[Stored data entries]

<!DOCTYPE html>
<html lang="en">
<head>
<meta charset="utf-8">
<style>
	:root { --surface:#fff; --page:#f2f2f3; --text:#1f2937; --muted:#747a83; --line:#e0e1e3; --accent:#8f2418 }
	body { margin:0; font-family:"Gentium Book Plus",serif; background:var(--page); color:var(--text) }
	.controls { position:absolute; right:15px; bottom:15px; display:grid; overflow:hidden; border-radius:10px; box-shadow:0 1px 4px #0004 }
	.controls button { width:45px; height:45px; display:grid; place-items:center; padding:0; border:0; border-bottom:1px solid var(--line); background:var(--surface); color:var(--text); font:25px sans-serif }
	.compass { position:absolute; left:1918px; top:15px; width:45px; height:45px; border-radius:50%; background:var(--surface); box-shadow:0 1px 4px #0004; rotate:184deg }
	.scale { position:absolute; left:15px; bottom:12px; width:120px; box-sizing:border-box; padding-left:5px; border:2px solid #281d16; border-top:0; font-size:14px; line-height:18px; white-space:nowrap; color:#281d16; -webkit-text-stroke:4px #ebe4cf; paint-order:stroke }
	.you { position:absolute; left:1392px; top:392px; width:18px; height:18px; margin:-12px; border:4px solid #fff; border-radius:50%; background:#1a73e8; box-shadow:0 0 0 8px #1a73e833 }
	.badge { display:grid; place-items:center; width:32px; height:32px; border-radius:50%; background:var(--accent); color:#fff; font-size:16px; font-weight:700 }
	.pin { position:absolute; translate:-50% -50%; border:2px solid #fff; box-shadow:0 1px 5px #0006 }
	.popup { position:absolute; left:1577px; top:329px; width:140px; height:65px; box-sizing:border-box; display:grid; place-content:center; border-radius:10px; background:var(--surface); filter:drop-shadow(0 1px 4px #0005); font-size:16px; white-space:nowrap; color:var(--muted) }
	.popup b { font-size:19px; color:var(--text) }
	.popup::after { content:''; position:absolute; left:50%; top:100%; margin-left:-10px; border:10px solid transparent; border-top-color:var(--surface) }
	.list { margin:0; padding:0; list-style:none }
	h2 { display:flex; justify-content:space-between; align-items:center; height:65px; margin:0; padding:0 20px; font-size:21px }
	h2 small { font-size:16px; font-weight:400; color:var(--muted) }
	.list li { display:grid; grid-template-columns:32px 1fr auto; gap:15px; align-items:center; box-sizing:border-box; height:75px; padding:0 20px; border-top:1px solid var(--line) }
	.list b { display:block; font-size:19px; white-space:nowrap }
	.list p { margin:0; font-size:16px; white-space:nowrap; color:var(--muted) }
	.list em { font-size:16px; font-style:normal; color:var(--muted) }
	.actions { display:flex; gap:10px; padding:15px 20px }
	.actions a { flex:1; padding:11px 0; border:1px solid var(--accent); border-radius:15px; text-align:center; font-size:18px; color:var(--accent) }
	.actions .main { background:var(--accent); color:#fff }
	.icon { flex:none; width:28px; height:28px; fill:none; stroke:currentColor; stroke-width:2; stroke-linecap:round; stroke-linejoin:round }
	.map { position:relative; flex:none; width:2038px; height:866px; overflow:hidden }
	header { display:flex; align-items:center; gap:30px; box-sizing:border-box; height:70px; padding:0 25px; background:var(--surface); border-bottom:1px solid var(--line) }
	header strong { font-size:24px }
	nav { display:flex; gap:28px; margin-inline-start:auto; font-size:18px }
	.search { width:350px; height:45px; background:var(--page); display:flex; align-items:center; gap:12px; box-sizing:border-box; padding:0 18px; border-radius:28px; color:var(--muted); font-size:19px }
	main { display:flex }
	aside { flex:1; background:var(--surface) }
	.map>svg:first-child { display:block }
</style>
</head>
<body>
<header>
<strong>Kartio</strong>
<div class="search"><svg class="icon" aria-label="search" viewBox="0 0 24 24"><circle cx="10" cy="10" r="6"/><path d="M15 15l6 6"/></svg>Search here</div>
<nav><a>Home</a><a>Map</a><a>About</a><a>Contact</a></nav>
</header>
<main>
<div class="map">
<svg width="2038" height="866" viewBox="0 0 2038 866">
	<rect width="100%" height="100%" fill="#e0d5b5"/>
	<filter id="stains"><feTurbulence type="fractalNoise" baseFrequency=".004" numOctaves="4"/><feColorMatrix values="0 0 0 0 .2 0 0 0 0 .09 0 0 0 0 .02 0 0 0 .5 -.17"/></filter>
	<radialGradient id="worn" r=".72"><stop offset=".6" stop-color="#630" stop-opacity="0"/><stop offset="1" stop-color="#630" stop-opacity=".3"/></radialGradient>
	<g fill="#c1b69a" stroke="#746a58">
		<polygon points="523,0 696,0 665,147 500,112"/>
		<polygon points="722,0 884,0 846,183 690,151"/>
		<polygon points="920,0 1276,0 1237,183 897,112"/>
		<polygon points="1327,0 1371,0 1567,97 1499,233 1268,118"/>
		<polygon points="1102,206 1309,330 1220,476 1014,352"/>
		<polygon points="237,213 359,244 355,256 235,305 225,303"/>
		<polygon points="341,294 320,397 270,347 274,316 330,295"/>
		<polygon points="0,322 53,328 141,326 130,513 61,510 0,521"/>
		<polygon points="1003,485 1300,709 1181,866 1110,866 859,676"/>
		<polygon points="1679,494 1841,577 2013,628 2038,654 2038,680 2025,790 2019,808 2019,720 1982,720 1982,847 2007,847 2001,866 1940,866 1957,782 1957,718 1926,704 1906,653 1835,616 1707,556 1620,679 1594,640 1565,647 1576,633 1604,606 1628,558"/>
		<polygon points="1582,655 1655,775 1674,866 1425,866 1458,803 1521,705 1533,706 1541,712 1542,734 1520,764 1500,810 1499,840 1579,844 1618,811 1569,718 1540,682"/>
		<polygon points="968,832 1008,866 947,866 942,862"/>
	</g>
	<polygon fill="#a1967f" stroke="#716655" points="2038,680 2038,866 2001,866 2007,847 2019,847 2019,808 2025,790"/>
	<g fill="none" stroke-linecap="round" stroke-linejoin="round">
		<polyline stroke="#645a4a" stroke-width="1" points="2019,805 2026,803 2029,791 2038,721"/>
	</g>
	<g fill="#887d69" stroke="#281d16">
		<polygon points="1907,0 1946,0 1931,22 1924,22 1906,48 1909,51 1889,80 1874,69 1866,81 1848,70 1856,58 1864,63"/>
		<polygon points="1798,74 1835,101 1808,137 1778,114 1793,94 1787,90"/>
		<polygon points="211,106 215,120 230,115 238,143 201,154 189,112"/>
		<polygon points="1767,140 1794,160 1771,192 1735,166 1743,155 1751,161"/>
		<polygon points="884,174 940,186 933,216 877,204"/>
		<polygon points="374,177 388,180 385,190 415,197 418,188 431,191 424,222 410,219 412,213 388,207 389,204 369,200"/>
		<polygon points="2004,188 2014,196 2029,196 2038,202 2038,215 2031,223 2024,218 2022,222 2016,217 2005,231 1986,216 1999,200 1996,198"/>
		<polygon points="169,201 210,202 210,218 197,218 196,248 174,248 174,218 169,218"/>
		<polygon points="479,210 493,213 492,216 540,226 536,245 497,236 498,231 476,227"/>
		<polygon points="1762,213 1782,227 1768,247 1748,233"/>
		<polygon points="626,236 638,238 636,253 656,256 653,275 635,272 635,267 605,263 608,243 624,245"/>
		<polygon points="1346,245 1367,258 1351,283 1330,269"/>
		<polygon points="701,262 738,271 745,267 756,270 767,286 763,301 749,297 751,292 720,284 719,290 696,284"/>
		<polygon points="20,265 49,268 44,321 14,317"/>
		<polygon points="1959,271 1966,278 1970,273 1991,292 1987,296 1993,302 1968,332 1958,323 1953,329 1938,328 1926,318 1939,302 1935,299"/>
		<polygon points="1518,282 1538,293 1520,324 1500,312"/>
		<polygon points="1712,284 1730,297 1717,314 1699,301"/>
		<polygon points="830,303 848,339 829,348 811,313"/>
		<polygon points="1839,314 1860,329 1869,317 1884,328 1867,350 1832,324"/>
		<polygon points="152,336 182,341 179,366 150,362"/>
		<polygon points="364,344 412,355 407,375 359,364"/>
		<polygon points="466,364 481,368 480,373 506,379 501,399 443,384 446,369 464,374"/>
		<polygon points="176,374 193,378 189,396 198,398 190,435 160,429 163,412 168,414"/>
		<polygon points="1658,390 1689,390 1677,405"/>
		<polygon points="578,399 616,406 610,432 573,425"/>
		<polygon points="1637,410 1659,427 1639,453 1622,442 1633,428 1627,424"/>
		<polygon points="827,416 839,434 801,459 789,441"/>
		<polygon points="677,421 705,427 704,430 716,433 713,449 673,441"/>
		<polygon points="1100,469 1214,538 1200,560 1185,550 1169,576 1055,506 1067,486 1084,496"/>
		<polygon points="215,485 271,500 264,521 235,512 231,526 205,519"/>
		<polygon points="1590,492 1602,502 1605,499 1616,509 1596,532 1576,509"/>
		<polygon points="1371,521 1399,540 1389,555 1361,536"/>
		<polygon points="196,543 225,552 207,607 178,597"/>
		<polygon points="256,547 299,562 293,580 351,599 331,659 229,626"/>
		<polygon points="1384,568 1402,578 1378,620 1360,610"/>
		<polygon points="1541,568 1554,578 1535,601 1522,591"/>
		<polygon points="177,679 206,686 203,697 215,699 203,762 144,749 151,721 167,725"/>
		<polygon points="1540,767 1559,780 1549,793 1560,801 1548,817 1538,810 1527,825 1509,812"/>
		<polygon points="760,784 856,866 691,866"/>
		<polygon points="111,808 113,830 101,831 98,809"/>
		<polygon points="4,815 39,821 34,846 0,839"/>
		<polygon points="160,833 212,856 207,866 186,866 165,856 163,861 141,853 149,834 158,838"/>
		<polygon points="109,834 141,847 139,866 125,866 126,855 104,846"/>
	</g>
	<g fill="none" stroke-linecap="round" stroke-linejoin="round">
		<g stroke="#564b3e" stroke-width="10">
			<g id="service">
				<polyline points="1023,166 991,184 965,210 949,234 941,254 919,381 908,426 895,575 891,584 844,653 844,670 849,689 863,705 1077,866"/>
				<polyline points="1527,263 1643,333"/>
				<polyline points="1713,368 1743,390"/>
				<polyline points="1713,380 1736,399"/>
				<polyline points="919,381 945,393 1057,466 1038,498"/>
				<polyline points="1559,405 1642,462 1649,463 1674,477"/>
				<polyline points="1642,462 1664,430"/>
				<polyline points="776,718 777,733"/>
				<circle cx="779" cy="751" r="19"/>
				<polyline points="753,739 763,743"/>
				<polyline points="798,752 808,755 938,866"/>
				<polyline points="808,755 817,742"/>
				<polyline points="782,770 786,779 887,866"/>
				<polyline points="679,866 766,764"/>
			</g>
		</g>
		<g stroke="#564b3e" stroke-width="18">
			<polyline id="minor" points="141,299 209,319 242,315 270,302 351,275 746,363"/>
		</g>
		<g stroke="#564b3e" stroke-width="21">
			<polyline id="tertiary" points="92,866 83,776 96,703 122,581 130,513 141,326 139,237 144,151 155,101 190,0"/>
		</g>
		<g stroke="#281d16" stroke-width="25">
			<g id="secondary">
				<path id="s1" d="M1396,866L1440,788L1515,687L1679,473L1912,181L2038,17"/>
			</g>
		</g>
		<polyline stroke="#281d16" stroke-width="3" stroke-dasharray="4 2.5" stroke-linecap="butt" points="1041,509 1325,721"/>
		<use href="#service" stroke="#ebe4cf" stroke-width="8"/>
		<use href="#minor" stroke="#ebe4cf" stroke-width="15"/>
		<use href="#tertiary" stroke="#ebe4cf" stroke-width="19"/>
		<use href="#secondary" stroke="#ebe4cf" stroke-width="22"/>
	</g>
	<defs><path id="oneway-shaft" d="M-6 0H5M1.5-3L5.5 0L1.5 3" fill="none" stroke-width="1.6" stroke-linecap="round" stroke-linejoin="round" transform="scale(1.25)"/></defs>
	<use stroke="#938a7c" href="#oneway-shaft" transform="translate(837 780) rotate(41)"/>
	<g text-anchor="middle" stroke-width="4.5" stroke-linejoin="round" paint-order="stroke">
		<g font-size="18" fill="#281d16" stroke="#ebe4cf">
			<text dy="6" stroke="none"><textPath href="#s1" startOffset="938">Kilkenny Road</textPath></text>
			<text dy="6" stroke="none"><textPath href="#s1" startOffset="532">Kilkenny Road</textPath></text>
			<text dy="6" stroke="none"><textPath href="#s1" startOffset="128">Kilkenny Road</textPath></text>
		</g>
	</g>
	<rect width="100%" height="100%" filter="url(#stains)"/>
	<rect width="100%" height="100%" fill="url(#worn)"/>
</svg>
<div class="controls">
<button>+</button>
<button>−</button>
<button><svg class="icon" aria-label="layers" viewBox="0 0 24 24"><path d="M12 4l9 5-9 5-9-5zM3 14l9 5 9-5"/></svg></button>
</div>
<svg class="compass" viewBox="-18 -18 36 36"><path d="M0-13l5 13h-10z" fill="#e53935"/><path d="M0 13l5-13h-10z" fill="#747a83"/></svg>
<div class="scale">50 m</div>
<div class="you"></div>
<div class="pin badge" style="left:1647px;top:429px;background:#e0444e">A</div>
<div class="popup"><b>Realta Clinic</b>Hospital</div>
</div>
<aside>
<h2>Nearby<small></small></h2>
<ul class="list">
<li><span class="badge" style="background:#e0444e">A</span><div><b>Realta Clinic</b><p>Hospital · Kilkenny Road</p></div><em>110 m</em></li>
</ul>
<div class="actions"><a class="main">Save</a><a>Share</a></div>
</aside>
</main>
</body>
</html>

> [Work required]:
Above are some lines. Repeat exactly, and only, those from the line that has "display:flex; justify-content:space-between; align-items:center;" through the line that has "font-size:16px; font-weight:400; color:var(--muted)".

> [Worked solution]:
	h2 { display:flex; justify-content:space-between; align-items:center; height:65px; margin:0; padding:0 20px; font-size:21px }
	h2 small { font-size:16px; font-weight:400; color:var(--muted) }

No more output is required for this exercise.